▶ EXERCISE BRIEF
Pictures should not appear in the copy; the records themselves must be written out exactly.

DATA RECORDS: Begin

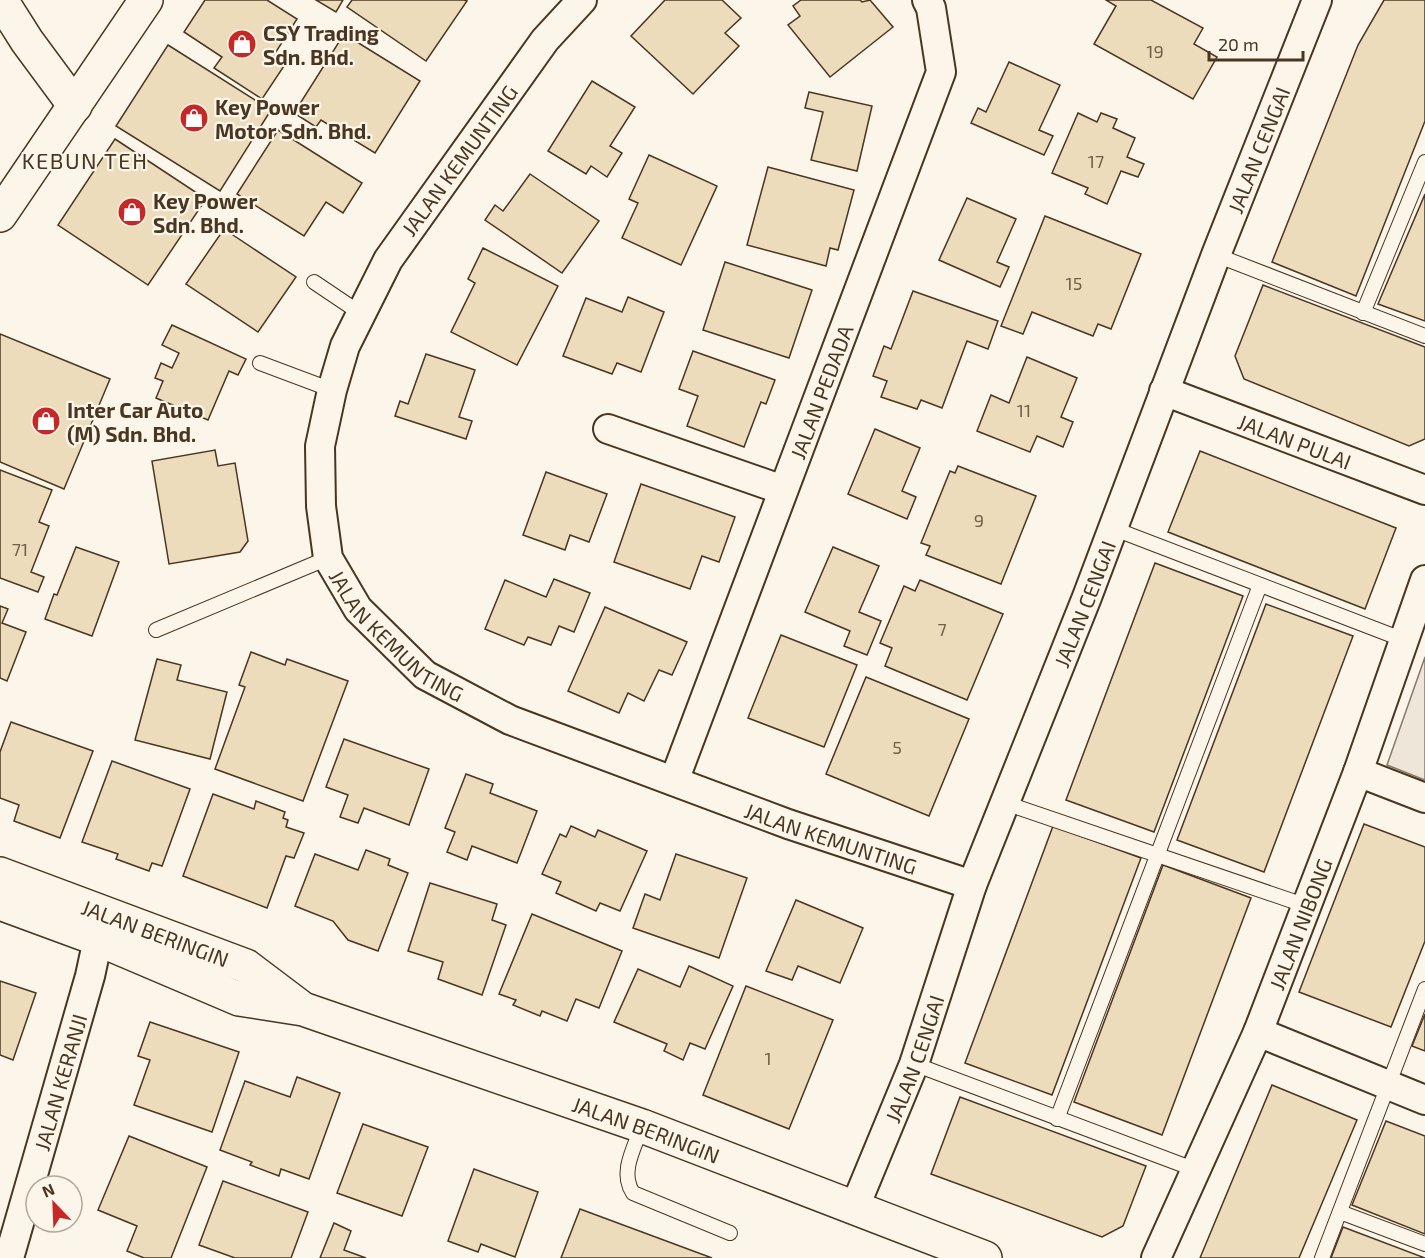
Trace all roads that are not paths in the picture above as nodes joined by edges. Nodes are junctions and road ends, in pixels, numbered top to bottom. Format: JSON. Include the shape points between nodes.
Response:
{"nodes":[{"id":1,"x":0,"y":0,"type":"edge"},
{"id":2,"x":146,"y":0,"type":"edge"},
{"id":3,"x":582,"y":0,"type":"edge"},
{"id":4,"x":927,"y":0,"type":"edge"},
{"id":5,"x":1317,"y":0,"type":"edge"},
{"id":6,"x":75,"y":106,"type":"junction"},
{"id":7,"x":1425,"y":162,"type":"edge"},
{"id":8,"x":0,"y":215,"type":"edge"},
{"id":9,"x":1216,"y":255,"type":"junction"},
{"id":10,"x":314,"y":282,"type":"dead end"},
{"id":11,"x":360,"y":313,"type":"junction"},
{"id":12,"x":1363,"y":313,"type":"junction"},
{"id":13,"x":1425,"y":336,"type":"edge"},
{"id":14,"x":260,"y":363,"type":"dead end"},
{"id":15,"x":332,"y":390,"type":"junction"},
{"id":16,"x":1164,"y":391,"type":"junction"},
{"id":17,"x":608,"y":429,"type":"dead end"},
{"id":18,"x":783,"y":490,"type":"junction"},
{"id":19,"x":1425,"y":490,"type":"edge"},
{"id":20,"x":1112,"y":528,"type":"junction"},
{"id":21,"x":328,"y":558,"type":"junction"},
{"id":22,"x":1425,"y":580,"type":"edge"},
{"id":23,"x":1260,"y":585,"type":"junction"},
{"id":24,"x":156,"y":630,"type":"dead end"},
{"id":25,"x":1404,"y":640,"type":"junction"},
{"id":26,"x":1358,"y":772,"type":"junction"},
{"id":27,"x":674,"y":781,"type":"junction"},
{"id":28,"x":1425,"y":798,"type":"edge"},
{"id":29,"x":1005,"y":803,"type":"junction"},
{"id":30,"x":1157,"y":855,"type":"junction"},
{"id":31,"x":0,"y":874,"type":"edge"},
{"id":32,"x":972,"y":885,"type":"junction"},
{"id":33,"x":0,"y":903,"type":"edge"},
{"id":34,"x":1307,"y":906,"type":"junction"},
{"id":35,"x":98,"y":939,"type":"junction"},
{"id":36,"x":1425,"y":989,"type":"edge"},
{"id":37,"x":303,"y":1009,"type":"junction"},
{"id":38,"x":1258,"y":1032,"type":"junction"},
{"id":39,"x":914,"y":1064,"type":"junction"},
{"id":40,"x":1388,"y":1085,"type":"junction"},
{"id":41,"x":1425,"y":1100,"type":"edge"},
{"id":42,"x":1057,"y":1119,"type":"junction"},
{"id":43,"x":642,"y":1126,"type":"junction"},
{"id":44,"x":1196,"y":1170,"type":"junction"},
{"id":45,"x":854,"y":1209,"type":"junction"},
{"id":46,"x":1340,"y":1212,"type":"junction"},
{"id":47,"x":730,"y":1233,"type":"dead end"},
{"id":48,"x":1425,"y":1244,"type":"edge"},
{"id":49,"x":9,"y":1258,"type":"edge"},
{"id":50,"x":985,"y":1258,"type":"edge"},
{"id":51,"x":1156,"y":1258,"type":"edge"},
{"id":52,"x":1322,"y":1258,"type":"edge"}],
"edges":[{"from":1,"to":6,"type":"street"},
{"from":2,"to":6,"type":"street"},
{"from":3,"to":11,"type":"street","name":"JALAN KEMUNTING","via":[[545,40],[388,260]]},
{"from":4,"to":18,"type":"street","name":"JALAN PEDADA","via":[[941,72]]},
{"from":5,"to":9,"type":"street","name":"JALAN CENGAI"},
{"from":6,"to":8,"type":"street"},
{"from":7,"to":12,"type":"lane"},
{"from":9,"to":12,"type":"lane"},
{"from":9,"to":16,"type":"street","name":"JALAN CENGAI"},
{"from":10,"to":11,"type":"lane"},
{"from":11,"to":15,"type":"street","name":"JALAN KEMUNTING"},
{"from":12,"to":13,"type":"lane"},
{"from":14,"to":15,"type":"lane"},
{"from":15,"to":21,"type":"street","name":"JALAN KEMUNTING","via":[[320,446],[321,506]]},
{"from":16,"to":19,"type":"street","name":"JALAN PULAI"},
{"from":16,"to":20,"type":"street","name":"JALAN CENGAI"},
{"from":17,"to":18,"type":"street"},
{"from":18,"to":27,"type":"street","name":"JALAN PEDADA"},
{"from":20,"to":23,"type":"lane"},
{"from":20,"to":29,"type":"street","name":"JALAN CENGAI"},
{"from":21,"to":24,"type":"lane"},
{"from":21,"to":27,"type":"street","name":"JALAN KEMUNTING","via":[[358,609],[425,675],[510,720]]},
{"from":22,"to":25,"type":"street","name":"JALAN NIBONG"},
{"from":23,"to":25,"type":"lane"},
{"from":23,"to":30,"type":"lane"},
{"from":25,"to":26,"type":"street","name":"JALAN NIBONG"},
{"from":26,"to":28,"type":"street"},
{"from":26,"to":34,"type":"street","name":"JALAN NIBONG"},
{"from":27,"to":32,"type":"street","name":"JALAN KEMUNTING","via":[[788,824]]},
{"from":29,"to":30,"type":"lane"},
{"from":29,"to":32,"type":"street","name":"JALAN CENGAI"},
{"from":30,"to":34,"type":"lane"},
{"from":30,"to":42,"type":"lane"},
{"from":31,"to":37,"type":"street","name":"JALAN BERINGIN","via":[[246,966]]},
{"from":32,"to":39,"type":"street","name":"JALAN CENGAI"},
{"from":33,"to":35,"type":"street","name":"JALAN BERINGIN"},
{"from":34,"to":38,"type":"street","name":"JALAN NIBONG"},
{"from":35,"to":37,"type":"street","name":"JALAN BERINGIN","via":[[239,999]]},
{"from":35,"to":49,"type":"street","name":"JALAN KERANJI"},
{"from":36,"to":40,"type":"lane"},
{"from":37,"to":43,"type":"street","name":"JALAN BERINGIN"},
{"from":38,"to":40,"type":"street"},
{"from":38,"to":44,"type":"street","name":"JALAN NIBONG"},
{"from":39,"to":42,"type":"lane"},
{"from":39,"to":45,"type":"street","name":"JALAN CENGAI"},
{"from":40,"to":41,"type":"street"},
{"from":40,"to":46,"type":"lane"},
{"from":42,"to":44,"type":"lane"},
{"from":43,"to":45,"type":"street","name":"JALAN BERINGIN"},
{"from":43,"to":47,"type":"lane","via":[[627,1169],[626,1178],[633,1193]]},
{"from":44,"to":51,"type":"street","name":"JALAN NIBONG"},
{"from":45,"to":50,"type":"street","name":"JALAN BERINGIN"},
{"from":46,"to":48,"type":"lane"},
{"from":46,"to":52,"type":"lane"}]}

DATA RECORDS: End

▶ REPLY
Trace all roads that are not paths in the picture above as nodes joined by edges. Nodes are junctions and road ends, in pixels, numbered top to bottom. Format: JSON. Include the shape points between nodes.
Response:
{"nodes":[{"id":1,"x":0,"y":0,"type":"edge"},
{"id":2,"x":146,"y":0,"type":"edge"},
{"id":3,"x":582,"y":0,"type":"edge"},
{"id":4,"x":927,"y":0,"type":"edge"},
{"id":5,"x":1317,"y":0,"type":"edge"},
{"id":6,"x":75,"y":106,"type":"junction"},
{"id":7,"x":1425,"y":162,"type":"edge"},
{"id":8,"x":0,"y":215,"type":"edge"},
{"id":9,"x":1216,"y":255,"type":"junction"},
{"id":10,"x":314,"y":282,"type":"dead end"},
{"id":11,"x":360,"y":313,"type":"junction"},
{"id":12,"x":1363,"y":313,"type":"junction"},
{"id":13,"x":1425,"y":336,"type":"edge"},
{"id":14,"x":260,"y":363,"type":"dead end"},
{"id":15,"x":332,"y":390,"type":"junction"},
{"id":16,"x":1164,"y":391,"type":"junction"},
{"id":17,"x":608,"y":429,"type":"dead end"},
{"id":18,"x":783,"y":490,"type":"junction"},
{"id":19,"x":1425,"y":490,"type":"edge"},
{"id":20,"x":1112,"y":528,"type":"junction"},
{"id":21,"x":328,"y":558,"type":"junction"},
{"id":22,"x":1425,"y":580,"type":"edge"},
{"id":23,"x":1260,"y":585,"type":"junction"},
{"id":24,"x":156,"y":630,"type":"dead end"},
{"id":25,"x":1404,"y":640,"type":"junction"},
{"id":26,"x":1358,"y":772,"type":"junction"},
{"id":27,"x":674,"y":781,"type":"junction"},
{"id":28,"x":1425,"y":798,"type":"edge"},
{"id":29,"x":1005,"y":803,"type":"junction"},
{"id":30,"x":1157,"y":855,"type":"junction"},
{"id":31,"x":0,"y":874,"type":"edge"},
{"id":32,"x":972,"y":885,"type":"junction"},
{"id":33,"x":0,"y":903,"type":"edge"},
{"id":34,"x":1307,"y":906,"type":"junction"},
{"id":35,"x":98,"y":939,"type":"junction"},
{"id":36,"x":1425,"y":989,"type":"edge"},
{"id":37,"x":303,"y":1009,"type":"junction"},
{"id":38,"x":1258,"y":1032,"type":"junction"},
{"id":39,"x":914,"y":1064,"type":"junction"},
{"id":40,"x":1388,"y":1085,"type":"junction"},
{"id":41,"x":1425,"y":1100,"type":"edge"},
{"id":42,"x":1057,"y":1119,"type":"junction"},
{"id":43,"x":642,"y":1126,"type":"junction"},
{"id":44,"x":1196,"y":1170,"type":"junction"},
{"id":45,"x":854,"y":1209,"type":"junction"},
{"id":46,"x":1340,"y":1212,"type":"junction"},
{"id":47,"x":730,"y":1233,"type":"dead end"},
{"id":48,"x":1425,"y":1244,"type":"edge"},
{"id":49,"x":9,"y":1258,"type":"edge"},
{"id":50,"x":985,"y":1258,"type":"edge"},
{"id":51,"x":1156,"y":1258,"type":"edge"},
{"id":52,"x":1322,"y":1258,"type":"edge"}],
"edges":[{"from":1,"to":6,"type":"street"},
{"from":2,"to":6,"type":"street"},
{"from":3,"to":11,"type":"street","name":"JALAN KEMUNTING","via":[[545,40],[388,260]]},
{"from":4,"to":18,"type":"street","name":"JALAN PEDADA","via":[[941,72]]},
{"from":5,"to":9,"type":"street","name":"JALAN CENGAI"},
{"from":6,"to":8,"type":"street"},
{"from":7,"to":12,"type":"lane"},
{"from":9,"to":12,"type":"lane"},
{"from":9,"to":16,"type":"street","name":"JALAN CENGAI"},
{"from":10,"to":11,"type":"lane"},
{"from":11,"to":15,"type":"street","name":"JALAN KEMUNTING"},
{"from":12,"to":13,"type":"lane"},
{"from":14,"to":15,"type":"lane"},
{"from":15,"to":21,"type":"street","name":"JALAN KEMUNTING","via":[[320,446],[321,506]]},
{"from":16,"to":19,"type":"street","name":"JALAN PULAI"},
{"from":16,"to":20,"type":"street","name":"JALAN CENGAI"},
{"from":17,"to":18,"type":"street"},
{"from":18,"to":27,"type":"street","name":"JALAN PEDADA"},
{"from":20,"to":23,"type":"lane"},
{"from":20,"to":29,"type":"street","name":"JALAN CENGAI"},
{"from":21,"to":24,"type":"lane"},
{"from":21,"to":27,"type":"street","name":"JALAN KEMUNTING","via":[[358,609],[425,675],[510,720]]},
{"from":22,"to":25,"type":"street","name":"JALAN NIBONG"},
{"from":23,"to":25,"type":"lane"},
{"from":23,"to":30,"type":"lane"},
{"from":25,"to":26,"type":"street","name":"JALAN NIBONG"},
{"from":26,"to":28,"type":"street"},
{"from":26,"to":34,"type":"street","name":"JALAN NIBONG"},
{"from":27,"to":32,"type":"street","name":"JALAN KEMUNTING","via":[[788,824]]},
{"from":29,"to":30,"type":"lane"},
{"from":29,"to":32,"type":"street","name":"JALAN CENGAI"},
{"from":30,"to":34,"type":"lane"},
{"from":30,"to":42,"type":"lane"},
{"from":31,"to":37,"type":"street","name":"JALAN BERINGIN","via":[[246,966]]},
{"from":32,"to":39,"type":"street","name":"JALAN CENGAI"},
{"from":33,"to":35,"type":"street","name":"JALAN BERINGIN"},
{"from":34,"to":38,"type":"street","name":"JALAN NIBONG"},
{"from":35,"to":37,"type":"street","name":"JALAN BERINGIN","via":[[239,999]]},
{"from":35,"to":49,"type":"street","name":"JALAN KERANJI"},
{"from":36,"to":40,"type":"lane"},
{"from":37,"to":43,"type":"street","name":"JALAN BERINGIN"},
{"from":38,"to":40,"type":"street"},
{"from":38,"to":44,"type":"street","name":"JALAN NIBONG"},
{"from":39,"to":42,"type":"lane"},
{"from":39,"to":45,"type":"street","name":"JALAN CENGAI"},
{"from":40,"to":41,"type":"street"},
{"from":40,"to":46,"type":"lane"},
{"from":42,"to":44,"type":"lane"},
{"from":43,"to":45,"type":"street","name":"JALAN BERINGIN"},
{"from":43,"to":47,"type":"lane","via":[[627,1169],[626,1178],[633,1193]]},
{"from":44,"to":51,"type":"street","name":"JALAN NIBONG"},
{"from":45,"to":50,"type":"street","name":"JALAN BERINGIN"},
{"from":46,"to":48,"type":"lane"},
{"from":46,"to":52,"type":"lane"}]}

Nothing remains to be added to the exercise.